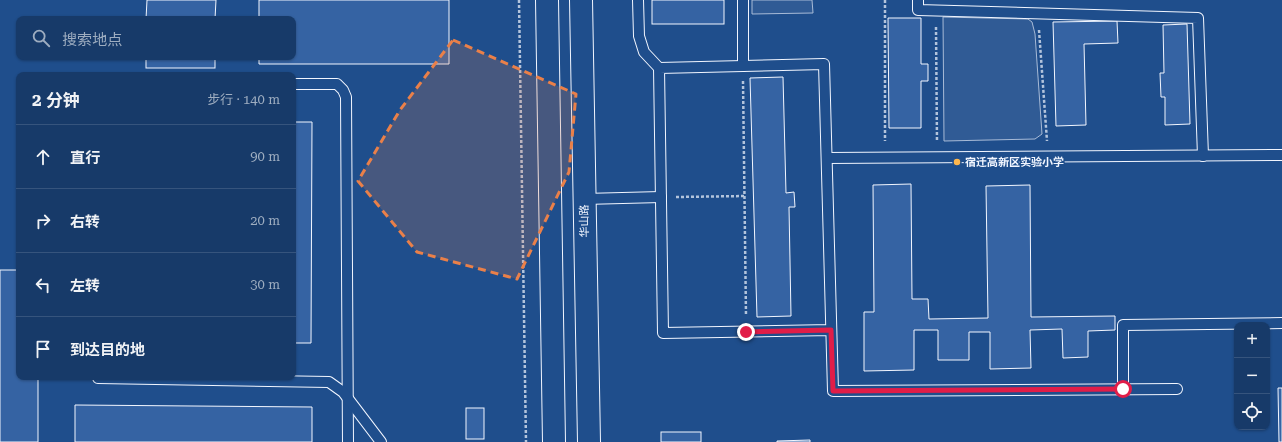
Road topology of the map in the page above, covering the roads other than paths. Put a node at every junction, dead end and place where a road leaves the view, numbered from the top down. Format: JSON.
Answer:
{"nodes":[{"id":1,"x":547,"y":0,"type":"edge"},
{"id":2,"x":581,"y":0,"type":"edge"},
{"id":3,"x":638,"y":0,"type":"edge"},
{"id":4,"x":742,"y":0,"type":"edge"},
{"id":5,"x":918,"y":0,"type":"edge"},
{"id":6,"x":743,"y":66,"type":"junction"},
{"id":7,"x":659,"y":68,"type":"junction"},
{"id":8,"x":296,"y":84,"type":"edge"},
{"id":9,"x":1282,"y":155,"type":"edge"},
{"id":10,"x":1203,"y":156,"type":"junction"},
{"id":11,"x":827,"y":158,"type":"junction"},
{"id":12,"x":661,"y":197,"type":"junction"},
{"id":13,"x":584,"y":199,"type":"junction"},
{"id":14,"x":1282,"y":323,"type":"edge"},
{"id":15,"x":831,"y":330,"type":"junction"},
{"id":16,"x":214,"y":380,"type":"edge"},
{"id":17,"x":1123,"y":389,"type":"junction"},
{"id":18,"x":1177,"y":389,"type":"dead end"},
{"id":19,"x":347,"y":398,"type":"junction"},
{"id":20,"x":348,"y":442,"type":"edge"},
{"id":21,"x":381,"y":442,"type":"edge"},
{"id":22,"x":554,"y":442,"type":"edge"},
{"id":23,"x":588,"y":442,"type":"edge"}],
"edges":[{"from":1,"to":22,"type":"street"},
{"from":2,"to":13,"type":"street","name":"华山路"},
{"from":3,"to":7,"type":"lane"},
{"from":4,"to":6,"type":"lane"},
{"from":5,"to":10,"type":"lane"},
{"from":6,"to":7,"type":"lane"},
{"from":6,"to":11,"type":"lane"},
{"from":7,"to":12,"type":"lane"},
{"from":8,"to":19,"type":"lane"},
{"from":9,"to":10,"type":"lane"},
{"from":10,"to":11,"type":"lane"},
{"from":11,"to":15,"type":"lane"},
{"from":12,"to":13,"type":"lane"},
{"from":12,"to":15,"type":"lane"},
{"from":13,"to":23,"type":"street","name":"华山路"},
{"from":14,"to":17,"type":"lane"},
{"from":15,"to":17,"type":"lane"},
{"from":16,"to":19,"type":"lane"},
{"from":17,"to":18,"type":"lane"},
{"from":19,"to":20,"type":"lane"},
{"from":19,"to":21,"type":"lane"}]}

:::::

When you restate the listing, keep every word as it is and drop the pictures.

§ **RESPONSE BOX**
Road topology of the map in the page above, covering the roads other than paths. Put a node at every junction, dead end and place where a road leaves the view, numbered from the top down. Format: JSON.
Answer:
{"nodes":[{"id":1,"x":547,"y":0,"type":"edge"},
{"id":2,"x":581,"y":0,"type":"edge"},
{"id":3,"x":638,"y":0,"type":"edge"},
{"id":4,"x":742,"y":0,"type":"edge"},
{"id":5,"x":918,"y":0,"type":"edge"},
{"id":6,"x":743,"y":66,"type":"junction"},
{"id":7,"x":659,"y":68,"type":"junction"},
{"id":8,"x":296,"y":84,"type":"edge"},
{"id":9,"x":1282,"y":155,"type":"edge"},
{"id":10,"x":1203,"y":156,"type":"junction"},
{"id":11,"x":827,"y":158,"type":"junction"},
{"id":12,"x":661,"y":197,"type":"junction"},
{"id":13,"x":584,"y":199,"type":"junction"},
{"id":14,"x":1282,"y":323,"type":"edge"},
{"id":15,"x":831,"y":330,"type":"junction"},
{"id":16,"x":214,"y":380,"type":"edge"},
{"id":17,"x":1123,"y":389,"type":"junction"},
{"id":18,"x":1177,"y":389,"type":"dead end"},
{"id":19,"x":347,"y":398,"type":"junction"},
{"id":20,"x":348,"y":442,"type":"edge"},
{"id":21,"x":381,"y":442,"type":"edge"},
{"id":22,"x":554,"y":442,"type":"edge"},
{"id":23,"x":588,"y":442,"type":"edge"}],
"edges":[{"from":1,"to":22,"type":"street"},
{"from":2,"to":13,"type":"street","name":"华山路"},
{"from":3,"to":7,"type":"lane"},
{"from":4,"to":6,"type":"lane"},
{"from":5,"to":10,"type":"lane"},
{"from":6,"to":7,"type":"lane"},
{"from":6,"to":11,"type":"lane"},
{"from":7,"to":12,"type":"lane"},
{"from":8,"to":19,"type":"lane"},
{"from":9,"to":10,"type":"lane"},
{"from":10,"to":11,"type":"lane"},
{"from":11,"to":15,"type":"lane"},
{"from":12,"to":13,"type":"lane"},
{"from":12,"to":15,"type":"lane"},
{"from":13,"to":23,"type":"street","name":"华山路"},
{"from":14,"to":17,"type":"lane"},
{"from":15,"to":17,"type":"lane"},
{"from":16,"to":19,"type":"lane"},
{"from":17,"to":18,"type":"lane"},
{"from":19,"to":20,"type":"lane"},
{"from":19,"to":21,"type":"lane"}]}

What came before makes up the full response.